__ACTIVITY__.
All lines holding the word "South" should be located in the records and copied.

__DATA FOR ANALYSIS__.

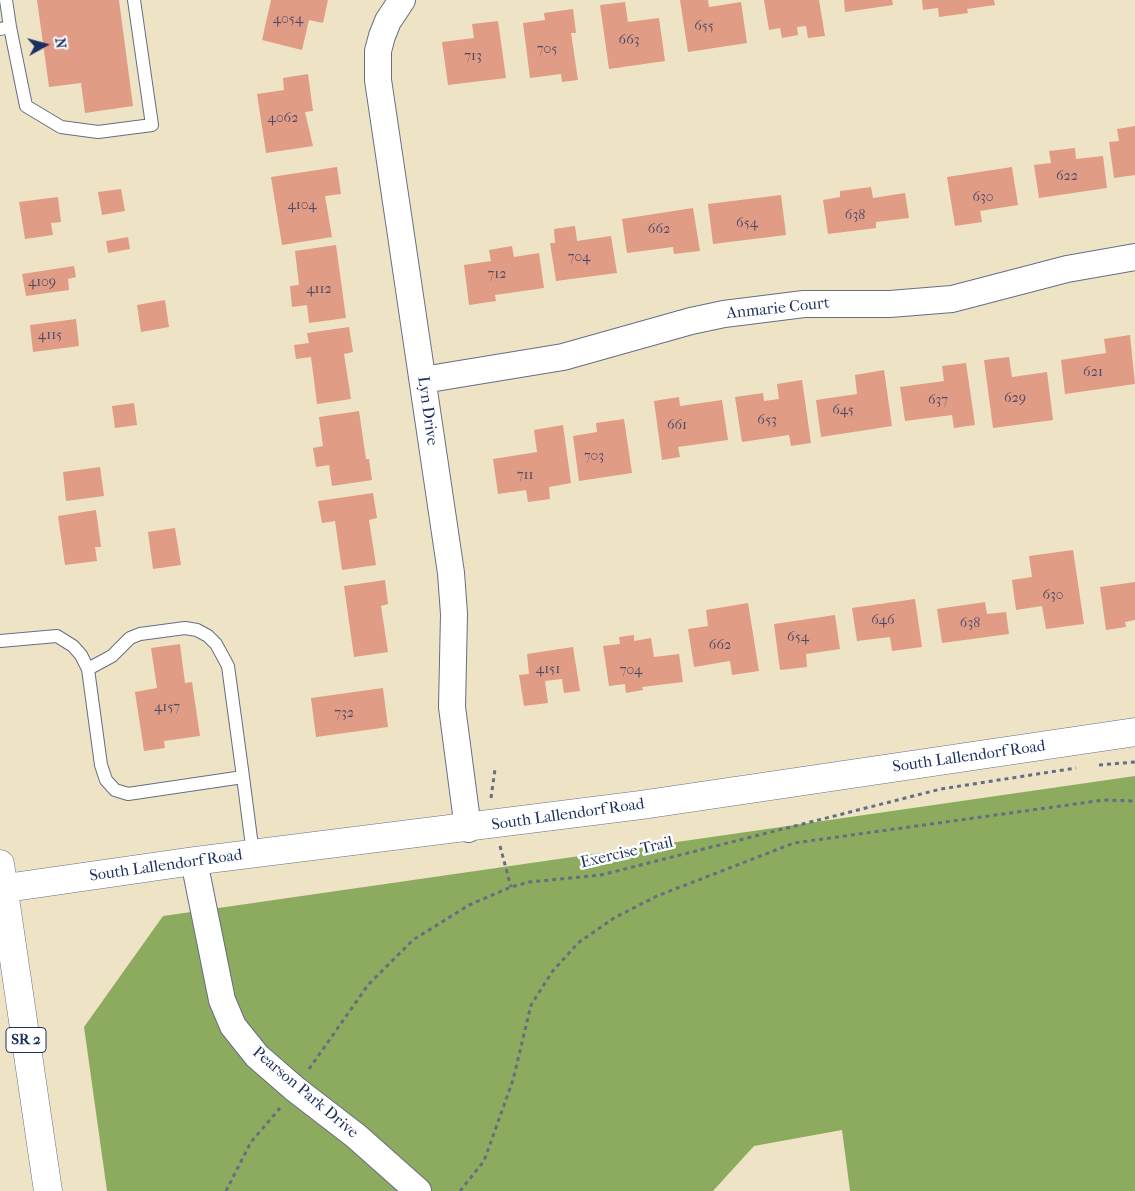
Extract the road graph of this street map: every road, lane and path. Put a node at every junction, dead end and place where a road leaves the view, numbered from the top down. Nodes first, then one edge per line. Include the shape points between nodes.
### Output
1 (6, 0) edge
2 (134, 0) edge
3 (402, 0) edge
4 (5, 28) edge
5 (1135, 258) edge
6 (423, 380) junction
7 (0, 641) edge
8 (88, 670) junction
9 (1135, 732) edge
10 (1135, 762) edge
11 (1097, 765) dead end
12 (1078, 768) dead end
13 (243, 777) junction
14 (1135, 801) edge
15 (468, 829) junction
16 (253, 854) junction
17 (194, 861) junction
18 (1, 881) edge
19 (295, 1089) junction
20 (48, 1191) edge
21 (226, 1191) edge
22 (418, 1191) edge
23 (460, 1191) edge

1 - 4 lane
2 - 4 lane via 152,125 98,132 61,127 26,106
3 - 6 street, Lyn Drive via 388,21 378,51 377,66
5 - 6 street, Anmarie Court via 1067,269 952,299 897,304 797,305 724,314 563,357
6 - 15 street, Lyn Drive via 451,573 454,614 452,707
7 - 8 lane via 57,636 73,646
8 - 13 lane via 102,765 106,780 115,790 128,794
8 - 13 lane via 140,634 185,628 208,636 228,666
9 - 15 main road, South Lallendorf Road
10 - 11 path
12 - 19 path, Exercise Trail via 941,789 601,875 510,887 468,906 413,940 368,985
13 - 16 lane
14 - 23 path via 1104,800 794,843 658,896 614,918 578,943 552,972 531,1005 513,1080 484,1162
15 - 16 main road, South Lallendorf Road
16 - 17 main road, South Lallendorf Road
17 - 18 main road, South Lallendorf Road
17 - 19 street, Pearson Park Drive via 225,1008 233,1026 257,1056
18 - 20 main road, SR 2
19 - 21 path, Exercise Trail via 251,1142
19 - 22 street, Pearson Park Drive via 356,1136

__OUTPUT BELOW__.
9 - 15 main road, South Lallendorf Road
15 - 16 main road, South Lallendorf Road
16 - 17 main road, South Lallendorf Road
17 - 18 main road, South Lallendorf Road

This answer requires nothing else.